Friday, August 29, 2014

The Calling Pt.2

Getting a calling in a ward takes me back to the fourth grade... On the playground getting ready to play kickball. I was waiting for one of the two team captains to pick me for their team. I knew which team I wanted to me on and every time that other captain went to pick someone I prayed it wasn't me.

For those of you who don't know about the LDS church, there's basically a few different sections women can get "called" to. There's "musical" callings, where you'll lead people in singing, play the piano, stuff like that. "Nursery" which is kind of self explanatory... You work with the kids ages 1.5-3. "Sunday school" callings where you'll teach different age levels of classes, "Primary" where you'll teach and sing with kids from 3-11. "Young Women's", working with the teenage-aged girls from 12-18. And "Relief Society" where you'll work with the older women of the church, 18 and up.
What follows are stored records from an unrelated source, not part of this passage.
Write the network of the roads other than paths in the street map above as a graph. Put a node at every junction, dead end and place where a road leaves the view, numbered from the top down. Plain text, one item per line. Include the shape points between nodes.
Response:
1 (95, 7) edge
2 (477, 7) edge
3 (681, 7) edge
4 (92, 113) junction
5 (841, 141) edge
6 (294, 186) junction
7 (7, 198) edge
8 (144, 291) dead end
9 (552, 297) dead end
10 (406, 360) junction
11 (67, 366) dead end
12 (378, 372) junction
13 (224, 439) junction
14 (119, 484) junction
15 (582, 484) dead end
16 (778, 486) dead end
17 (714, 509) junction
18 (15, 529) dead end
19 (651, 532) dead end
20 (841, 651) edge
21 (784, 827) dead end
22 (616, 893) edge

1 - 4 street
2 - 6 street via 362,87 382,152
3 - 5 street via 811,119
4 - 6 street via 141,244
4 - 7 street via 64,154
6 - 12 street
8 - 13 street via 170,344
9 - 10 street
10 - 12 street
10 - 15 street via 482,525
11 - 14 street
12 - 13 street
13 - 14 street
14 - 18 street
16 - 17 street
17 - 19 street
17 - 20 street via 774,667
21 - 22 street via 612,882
But where I go, after all of the other younger women are picked called to help with those other things...So that usually means women approaching retirement and up are those left going to Relief Society.
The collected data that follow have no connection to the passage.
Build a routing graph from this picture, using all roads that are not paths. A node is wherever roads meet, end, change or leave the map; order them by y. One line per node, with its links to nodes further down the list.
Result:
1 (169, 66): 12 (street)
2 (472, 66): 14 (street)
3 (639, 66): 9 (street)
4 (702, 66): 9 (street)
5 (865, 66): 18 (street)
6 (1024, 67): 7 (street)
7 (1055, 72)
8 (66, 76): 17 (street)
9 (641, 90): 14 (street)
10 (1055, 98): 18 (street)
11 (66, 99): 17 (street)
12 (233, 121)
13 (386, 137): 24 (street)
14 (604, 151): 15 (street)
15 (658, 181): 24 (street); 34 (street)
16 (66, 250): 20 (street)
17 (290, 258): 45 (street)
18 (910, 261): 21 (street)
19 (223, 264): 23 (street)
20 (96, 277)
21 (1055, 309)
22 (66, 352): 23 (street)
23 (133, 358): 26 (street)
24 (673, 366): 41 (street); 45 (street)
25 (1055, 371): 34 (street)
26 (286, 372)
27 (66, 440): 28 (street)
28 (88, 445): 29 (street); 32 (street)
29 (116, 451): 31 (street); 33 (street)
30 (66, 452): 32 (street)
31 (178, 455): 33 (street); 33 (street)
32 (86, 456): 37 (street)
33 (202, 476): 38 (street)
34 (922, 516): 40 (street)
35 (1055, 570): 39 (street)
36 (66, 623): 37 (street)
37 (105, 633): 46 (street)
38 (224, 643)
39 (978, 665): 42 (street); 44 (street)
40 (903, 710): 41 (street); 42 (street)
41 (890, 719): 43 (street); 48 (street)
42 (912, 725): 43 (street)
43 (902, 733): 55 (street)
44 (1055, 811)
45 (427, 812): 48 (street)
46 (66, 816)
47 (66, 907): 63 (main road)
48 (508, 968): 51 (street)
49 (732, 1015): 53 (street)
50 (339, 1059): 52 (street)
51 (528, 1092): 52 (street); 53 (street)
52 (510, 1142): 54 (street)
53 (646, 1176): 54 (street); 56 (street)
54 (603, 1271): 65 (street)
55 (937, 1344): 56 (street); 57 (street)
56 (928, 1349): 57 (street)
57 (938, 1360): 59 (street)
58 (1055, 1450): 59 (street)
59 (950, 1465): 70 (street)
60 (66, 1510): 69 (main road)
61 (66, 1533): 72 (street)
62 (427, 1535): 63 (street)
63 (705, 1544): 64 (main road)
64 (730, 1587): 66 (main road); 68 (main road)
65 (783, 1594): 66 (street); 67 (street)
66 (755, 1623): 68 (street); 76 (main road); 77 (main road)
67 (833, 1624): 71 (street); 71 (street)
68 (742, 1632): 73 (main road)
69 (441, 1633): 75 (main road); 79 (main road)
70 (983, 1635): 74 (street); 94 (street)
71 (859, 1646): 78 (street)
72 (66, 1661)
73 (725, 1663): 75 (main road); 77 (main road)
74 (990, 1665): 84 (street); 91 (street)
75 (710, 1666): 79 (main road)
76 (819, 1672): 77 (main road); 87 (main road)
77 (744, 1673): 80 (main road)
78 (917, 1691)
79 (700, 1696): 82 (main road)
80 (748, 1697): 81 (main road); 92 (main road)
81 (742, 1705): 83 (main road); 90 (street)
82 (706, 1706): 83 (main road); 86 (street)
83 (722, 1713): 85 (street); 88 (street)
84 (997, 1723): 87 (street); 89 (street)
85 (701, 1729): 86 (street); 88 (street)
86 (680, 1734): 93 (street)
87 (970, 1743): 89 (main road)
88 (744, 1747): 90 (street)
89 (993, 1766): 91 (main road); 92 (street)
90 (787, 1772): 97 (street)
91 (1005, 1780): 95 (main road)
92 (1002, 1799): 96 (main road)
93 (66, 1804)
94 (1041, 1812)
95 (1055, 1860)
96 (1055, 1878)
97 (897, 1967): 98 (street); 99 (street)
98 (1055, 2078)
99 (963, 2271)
I was so nervous about what my church calling would be in my new ward. This post will catch you up to speed. Well, I found out a couple of weeks ago what I'll be doing for the next little while.

Finally, after 5 years of being stuck with the same Relief Society teacher calling time and time again I made a plan to get out of the cycle.

First, I told everyone I met who seemed nice that I did not want that calling. One of the women happened to be the bishop's wife (that wasn't intentional, but helpful).

Next, I avoided going to any Relief Society activities. Usually when I'd start a new ward I'd go to an enrichment night or some activities to get to know people faster. Then, within a matter of weeks I'd get the dreaded call! This time I avoided activities I thought would put me back in that predicament... At least until I got a calling other than the one I was hiding from.

Finally, I flat out told the bishop I didn't want to be a Relief Society teacher. That I had done it at every ward I had ever been in since I started attending the group and that I would really like to try something new for a change. He was nice, and it seemed like he really understood where I was coming from.

Then whatdoyaknow... A couple of months later I'm called into a little room for that special meeting... My heart is thumping because I know FOR ONCE I'm going to be called to something new... I'm going to get to try something different. I had said I'd be excited to do anything... Really? 'Did I say Anything? What was I thinking?' Ok... Anything but that and Gospel Doctrine teacher.

I got really anxious to hear what I'd be doing and they asked me to be a Sunday school teacher... For the 17 and 18 year olds! Whaa?! I feel like I'm basically their age! And how am I going to make Sunday school interesting to them?

I'm really quite nervous an intimidated about it. To be honest, I was hoping for some thing in Primary. I mean it is so too much to ask to work with cute kiddos all day? Or maybe it's the Lord's way of protecting me from an extra dose of birth control (speaking of which I have an update on that situation coming soon). But anyway, I'm SO grateful that it's at least something new. I think it should be fun!